→ AIM OF THE TASK
Wherever a line in the material contains the word "Meydanı", copy that line.

→ MATERIAL SUPPLIED

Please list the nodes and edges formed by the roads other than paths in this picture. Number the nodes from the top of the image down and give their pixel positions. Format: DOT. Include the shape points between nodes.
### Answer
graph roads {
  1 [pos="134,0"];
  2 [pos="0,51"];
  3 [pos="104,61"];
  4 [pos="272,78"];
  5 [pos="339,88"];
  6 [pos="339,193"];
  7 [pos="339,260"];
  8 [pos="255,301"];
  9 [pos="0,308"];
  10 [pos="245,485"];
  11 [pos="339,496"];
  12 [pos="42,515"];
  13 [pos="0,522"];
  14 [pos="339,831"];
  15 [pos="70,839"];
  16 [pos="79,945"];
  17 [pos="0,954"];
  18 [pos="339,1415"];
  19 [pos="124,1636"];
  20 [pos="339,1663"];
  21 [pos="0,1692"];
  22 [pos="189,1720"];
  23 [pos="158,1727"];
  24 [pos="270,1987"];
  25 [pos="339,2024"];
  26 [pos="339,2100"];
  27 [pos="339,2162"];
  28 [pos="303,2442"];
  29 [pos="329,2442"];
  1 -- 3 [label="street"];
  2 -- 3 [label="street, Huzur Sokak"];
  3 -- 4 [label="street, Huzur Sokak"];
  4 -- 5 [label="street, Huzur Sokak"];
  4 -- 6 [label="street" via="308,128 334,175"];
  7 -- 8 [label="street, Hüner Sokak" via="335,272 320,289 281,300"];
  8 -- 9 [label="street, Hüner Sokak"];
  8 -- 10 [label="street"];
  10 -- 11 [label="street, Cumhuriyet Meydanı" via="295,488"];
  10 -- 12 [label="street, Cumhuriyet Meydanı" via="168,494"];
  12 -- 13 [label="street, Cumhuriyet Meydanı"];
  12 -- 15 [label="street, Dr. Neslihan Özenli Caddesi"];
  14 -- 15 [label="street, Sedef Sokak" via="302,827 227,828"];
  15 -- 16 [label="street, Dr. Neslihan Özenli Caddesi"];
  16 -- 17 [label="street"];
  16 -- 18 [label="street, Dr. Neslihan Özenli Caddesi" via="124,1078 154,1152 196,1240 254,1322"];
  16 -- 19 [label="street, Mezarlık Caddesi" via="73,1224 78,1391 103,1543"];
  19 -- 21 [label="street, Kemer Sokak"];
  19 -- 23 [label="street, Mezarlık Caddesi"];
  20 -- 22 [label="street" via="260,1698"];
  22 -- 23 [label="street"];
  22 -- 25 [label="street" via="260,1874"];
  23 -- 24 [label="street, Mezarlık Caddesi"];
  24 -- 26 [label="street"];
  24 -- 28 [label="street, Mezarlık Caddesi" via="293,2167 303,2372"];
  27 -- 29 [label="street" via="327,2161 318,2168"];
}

→ REPLY
  10 -- 11 [label="street, Cumhuriyet Meydanı" via="295,488"];
  10 -- 12 [label="street, Cumhuriyet Meydanı" via="168,494"];
  12 -- 13 [label="street, Cumhuriyet Meydanı"];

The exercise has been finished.